(Instructions to follow):
The expected output is the line bearing "Extract the road" followed by all remaining lines of the records, each restated word for word.

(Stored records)
________

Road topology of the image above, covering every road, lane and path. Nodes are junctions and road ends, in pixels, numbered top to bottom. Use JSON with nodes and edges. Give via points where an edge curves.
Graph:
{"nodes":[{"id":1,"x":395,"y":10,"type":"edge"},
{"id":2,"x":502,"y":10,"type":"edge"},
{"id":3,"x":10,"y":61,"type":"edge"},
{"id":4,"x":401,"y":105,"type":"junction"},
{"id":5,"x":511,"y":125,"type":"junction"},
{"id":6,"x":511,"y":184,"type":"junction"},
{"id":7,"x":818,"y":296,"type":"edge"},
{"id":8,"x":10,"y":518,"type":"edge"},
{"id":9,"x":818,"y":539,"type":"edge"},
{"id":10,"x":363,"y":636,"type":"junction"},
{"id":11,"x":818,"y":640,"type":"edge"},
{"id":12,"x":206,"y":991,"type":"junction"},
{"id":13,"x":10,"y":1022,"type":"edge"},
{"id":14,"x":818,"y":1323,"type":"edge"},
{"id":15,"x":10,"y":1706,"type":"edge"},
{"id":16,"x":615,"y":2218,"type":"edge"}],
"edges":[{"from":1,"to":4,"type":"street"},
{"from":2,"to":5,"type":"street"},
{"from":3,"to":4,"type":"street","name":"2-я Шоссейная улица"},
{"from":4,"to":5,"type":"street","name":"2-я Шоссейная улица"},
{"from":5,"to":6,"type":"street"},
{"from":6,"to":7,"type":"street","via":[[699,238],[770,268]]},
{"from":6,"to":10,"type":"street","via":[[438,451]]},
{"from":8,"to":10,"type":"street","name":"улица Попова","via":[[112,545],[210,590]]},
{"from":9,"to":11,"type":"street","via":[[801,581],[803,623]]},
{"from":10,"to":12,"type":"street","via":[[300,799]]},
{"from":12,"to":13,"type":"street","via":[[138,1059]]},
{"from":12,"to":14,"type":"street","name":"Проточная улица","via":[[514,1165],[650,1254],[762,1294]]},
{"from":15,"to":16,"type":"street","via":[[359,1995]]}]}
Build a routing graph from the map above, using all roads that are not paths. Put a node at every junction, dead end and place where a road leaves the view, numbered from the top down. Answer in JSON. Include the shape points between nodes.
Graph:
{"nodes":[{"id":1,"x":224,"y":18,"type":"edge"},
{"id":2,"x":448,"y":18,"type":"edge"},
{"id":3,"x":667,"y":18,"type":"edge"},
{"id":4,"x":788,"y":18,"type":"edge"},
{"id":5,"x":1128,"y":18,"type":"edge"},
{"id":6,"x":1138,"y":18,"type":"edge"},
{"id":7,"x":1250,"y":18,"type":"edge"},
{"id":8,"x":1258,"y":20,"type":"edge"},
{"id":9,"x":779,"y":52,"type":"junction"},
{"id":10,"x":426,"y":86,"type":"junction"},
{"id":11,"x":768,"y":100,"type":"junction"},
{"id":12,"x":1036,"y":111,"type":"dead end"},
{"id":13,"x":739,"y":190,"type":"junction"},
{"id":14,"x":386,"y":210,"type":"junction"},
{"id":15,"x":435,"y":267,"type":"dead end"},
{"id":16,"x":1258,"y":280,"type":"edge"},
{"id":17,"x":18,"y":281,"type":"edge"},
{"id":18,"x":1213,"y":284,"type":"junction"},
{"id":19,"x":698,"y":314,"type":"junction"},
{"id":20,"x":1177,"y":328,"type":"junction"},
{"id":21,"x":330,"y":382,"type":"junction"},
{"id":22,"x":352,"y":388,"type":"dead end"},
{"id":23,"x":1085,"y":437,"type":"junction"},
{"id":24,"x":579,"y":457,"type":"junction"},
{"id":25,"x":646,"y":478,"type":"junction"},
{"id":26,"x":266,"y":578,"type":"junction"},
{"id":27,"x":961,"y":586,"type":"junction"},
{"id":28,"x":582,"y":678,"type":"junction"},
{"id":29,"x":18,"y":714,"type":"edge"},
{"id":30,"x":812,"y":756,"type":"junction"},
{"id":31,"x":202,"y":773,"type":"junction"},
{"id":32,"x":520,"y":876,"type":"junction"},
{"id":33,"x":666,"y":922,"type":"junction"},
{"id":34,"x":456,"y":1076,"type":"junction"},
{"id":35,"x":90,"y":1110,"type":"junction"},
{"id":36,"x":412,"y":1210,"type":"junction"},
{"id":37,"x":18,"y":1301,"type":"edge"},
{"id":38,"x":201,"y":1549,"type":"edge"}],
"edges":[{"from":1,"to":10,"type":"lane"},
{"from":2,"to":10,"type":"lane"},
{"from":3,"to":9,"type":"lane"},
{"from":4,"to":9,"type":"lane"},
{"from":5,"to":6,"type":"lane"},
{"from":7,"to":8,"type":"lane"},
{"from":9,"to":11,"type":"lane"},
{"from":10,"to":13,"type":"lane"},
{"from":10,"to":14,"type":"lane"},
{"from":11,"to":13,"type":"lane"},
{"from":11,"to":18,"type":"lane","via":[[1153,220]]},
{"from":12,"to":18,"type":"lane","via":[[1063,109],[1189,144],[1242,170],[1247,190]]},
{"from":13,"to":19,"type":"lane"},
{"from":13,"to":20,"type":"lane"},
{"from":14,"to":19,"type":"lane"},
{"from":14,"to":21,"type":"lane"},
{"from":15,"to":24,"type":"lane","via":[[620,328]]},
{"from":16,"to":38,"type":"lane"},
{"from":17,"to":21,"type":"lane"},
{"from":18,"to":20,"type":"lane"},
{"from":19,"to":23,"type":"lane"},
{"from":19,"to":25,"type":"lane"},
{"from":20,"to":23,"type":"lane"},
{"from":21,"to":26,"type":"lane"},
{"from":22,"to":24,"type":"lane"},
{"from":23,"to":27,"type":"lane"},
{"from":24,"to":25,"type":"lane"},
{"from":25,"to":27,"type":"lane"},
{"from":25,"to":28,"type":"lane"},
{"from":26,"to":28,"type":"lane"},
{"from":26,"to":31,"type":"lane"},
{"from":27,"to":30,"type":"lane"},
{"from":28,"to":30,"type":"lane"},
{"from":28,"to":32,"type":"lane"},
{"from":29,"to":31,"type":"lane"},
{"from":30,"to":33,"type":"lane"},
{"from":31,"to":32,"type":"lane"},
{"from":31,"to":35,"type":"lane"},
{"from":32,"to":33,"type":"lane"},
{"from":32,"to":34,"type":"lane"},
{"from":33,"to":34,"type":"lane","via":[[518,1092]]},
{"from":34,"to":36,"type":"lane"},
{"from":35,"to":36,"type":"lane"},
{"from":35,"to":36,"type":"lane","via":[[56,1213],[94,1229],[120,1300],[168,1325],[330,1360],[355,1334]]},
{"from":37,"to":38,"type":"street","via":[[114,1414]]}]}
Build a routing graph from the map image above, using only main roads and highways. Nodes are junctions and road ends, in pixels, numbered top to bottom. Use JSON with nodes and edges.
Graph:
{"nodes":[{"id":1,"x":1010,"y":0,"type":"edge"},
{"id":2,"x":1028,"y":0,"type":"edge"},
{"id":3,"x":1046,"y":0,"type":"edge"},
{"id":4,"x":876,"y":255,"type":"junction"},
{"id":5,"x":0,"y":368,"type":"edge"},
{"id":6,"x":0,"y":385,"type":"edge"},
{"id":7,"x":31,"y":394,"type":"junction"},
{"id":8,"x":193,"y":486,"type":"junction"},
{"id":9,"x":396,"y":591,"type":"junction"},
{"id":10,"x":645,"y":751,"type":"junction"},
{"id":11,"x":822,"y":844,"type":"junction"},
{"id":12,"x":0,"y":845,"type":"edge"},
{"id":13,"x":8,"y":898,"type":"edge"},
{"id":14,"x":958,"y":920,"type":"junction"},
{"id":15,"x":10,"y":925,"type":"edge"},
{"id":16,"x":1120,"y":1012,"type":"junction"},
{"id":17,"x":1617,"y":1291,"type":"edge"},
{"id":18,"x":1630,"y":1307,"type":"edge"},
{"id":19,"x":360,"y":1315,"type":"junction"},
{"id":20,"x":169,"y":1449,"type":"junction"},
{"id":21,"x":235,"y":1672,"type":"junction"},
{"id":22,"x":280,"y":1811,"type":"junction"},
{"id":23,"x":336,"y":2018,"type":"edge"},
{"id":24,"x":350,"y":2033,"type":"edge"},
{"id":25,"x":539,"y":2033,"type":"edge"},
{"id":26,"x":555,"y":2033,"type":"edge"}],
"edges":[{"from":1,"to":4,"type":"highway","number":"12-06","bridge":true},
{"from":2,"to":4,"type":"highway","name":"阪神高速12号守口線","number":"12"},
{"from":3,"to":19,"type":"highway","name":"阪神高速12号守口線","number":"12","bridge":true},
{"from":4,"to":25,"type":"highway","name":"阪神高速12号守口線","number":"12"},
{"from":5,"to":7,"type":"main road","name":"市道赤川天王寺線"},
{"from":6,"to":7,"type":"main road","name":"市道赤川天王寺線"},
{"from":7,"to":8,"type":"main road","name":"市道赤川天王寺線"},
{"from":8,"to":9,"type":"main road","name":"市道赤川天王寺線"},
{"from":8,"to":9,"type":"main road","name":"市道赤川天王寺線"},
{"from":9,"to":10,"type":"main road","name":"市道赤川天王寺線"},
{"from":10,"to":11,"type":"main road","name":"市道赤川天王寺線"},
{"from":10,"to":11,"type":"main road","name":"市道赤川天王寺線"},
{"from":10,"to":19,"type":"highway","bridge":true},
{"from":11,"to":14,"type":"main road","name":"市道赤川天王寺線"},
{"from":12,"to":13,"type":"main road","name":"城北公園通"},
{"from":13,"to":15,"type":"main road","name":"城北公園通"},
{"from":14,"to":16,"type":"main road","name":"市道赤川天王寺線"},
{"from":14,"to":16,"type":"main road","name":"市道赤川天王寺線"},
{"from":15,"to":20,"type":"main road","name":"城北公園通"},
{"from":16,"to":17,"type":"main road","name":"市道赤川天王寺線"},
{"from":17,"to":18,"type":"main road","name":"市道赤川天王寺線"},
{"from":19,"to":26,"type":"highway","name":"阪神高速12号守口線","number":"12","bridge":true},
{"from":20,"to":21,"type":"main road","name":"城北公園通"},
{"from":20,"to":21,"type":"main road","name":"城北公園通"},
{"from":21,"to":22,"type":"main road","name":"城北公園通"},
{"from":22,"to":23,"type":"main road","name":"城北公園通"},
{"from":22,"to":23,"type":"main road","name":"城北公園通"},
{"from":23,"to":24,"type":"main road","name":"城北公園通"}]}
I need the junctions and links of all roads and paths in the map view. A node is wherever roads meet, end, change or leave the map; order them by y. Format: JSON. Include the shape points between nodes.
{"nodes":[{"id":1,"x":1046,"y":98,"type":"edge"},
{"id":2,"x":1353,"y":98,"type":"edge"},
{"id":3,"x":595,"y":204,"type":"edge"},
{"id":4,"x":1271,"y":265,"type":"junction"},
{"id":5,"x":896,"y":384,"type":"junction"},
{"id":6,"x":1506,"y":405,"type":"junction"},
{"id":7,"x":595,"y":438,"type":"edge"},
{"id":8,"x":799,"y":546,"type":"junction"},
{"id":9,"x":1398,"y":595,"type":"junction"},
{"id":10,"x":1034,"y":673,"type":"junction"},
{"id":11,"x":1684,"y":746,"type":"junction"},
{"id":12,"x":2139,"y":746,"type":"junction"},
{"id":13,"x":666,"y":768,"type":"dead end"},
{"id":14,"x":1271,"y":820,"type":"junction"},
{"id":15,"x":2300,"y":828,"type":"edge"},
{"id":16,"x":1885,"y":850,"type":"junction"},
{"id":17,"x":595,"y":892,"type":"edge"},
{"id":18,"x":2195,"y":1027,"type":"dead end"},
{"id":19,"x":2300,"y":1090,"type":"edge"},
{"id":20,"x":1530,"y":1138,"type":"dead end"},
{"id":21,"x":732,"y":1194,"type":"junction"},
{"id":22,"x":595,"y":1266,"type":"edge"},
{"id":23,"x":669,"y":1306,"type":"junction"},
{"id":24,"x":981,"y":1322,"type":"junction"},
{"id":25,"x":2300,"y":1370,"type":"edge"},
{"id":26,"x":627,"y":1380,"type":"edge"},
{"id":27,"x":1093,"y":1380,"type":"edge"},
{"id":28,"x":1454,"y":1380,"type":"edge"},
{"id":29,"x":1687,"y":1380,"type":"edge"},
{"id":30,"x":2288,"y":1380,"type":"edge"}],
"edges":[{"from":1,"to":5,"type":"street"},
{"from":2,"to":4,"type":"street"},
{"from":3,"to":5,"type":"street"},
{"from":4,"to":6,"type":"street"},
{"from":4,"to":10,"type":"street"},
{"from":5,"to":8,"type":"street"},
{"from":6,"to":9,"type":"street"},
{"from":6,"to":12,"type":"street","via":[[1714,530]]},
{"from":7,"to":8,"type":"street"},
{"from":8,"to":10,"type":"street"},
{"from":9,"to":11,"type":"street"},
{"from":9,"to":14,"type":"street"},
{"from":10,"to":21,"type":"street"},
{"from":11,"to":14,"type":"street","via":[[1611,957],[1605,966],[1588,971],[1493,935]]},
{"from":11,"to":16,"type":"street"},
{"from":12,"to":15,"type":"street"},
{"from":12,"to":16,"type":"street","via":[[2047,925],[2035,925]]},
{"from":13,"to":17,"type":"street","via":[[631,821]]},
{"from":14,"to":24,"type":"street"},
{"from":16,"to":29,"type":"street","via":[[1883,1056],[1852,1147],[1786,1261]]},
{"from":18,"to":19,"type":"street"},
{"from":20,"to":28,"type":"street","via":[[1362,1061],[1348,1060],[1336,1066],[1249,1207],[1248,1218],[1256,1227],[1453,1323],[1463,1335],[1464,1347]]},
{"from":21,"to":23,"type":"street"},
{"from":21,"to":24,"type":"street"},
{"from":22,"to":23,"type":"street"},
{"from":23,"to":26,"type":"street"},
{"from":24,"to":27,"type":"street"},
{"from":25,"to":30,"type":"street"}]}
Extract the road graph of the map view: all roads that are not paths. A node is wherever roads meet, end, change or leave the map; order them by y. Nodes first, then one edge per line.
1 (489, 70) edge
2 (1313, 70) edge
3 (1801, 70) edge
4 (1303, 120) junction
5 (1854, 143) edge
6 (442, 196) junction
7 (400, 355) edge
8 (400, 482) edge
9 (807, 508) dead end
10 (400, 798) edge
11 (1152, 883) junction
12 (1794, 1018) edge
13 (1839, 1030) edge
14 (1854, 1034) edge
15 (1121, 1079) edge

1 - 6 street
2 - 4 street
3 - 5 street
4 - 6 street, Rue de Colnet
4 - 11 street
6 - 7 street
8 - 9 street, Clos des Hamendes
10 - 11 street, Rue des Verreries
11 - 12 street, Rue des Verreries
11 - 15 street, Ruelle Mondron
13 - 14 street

________

(Task response):
Extract the road graph of the map view: all roads that are not paths. A node is wherever roads meet, end, change or leave the map; order them by y. Nodes first, then one edge per line.
1 (489, 70) edge
2 (1313, 70) edge
3 (1801, 70) edge
4 (1303, 120) junction
5 (1854, 143) edge
6 (442, 196) junction
7 (400, 355) edge
8 (400, 482) edge
9 (807, 508) dead end
10 (400, 798) edge
11 (1152, 883) junction
12 (1794, 1018) edge
13 (1839, 1030) edge
14 (1854, 1034) edge
15 (1121, 1079) edge

1 - 6 street
2 - 4 street
3 - 5 street
4 - 6 street, Rue de Colnet
4 - 11 street
6 - 7 street
8 - 9 street, Clos des Hamendes
10 - 11 street, Rue des Verreries
11 - 12 street, Rue des Verreries
11 - 15 street, Ruelle Mondron
13 - 14 street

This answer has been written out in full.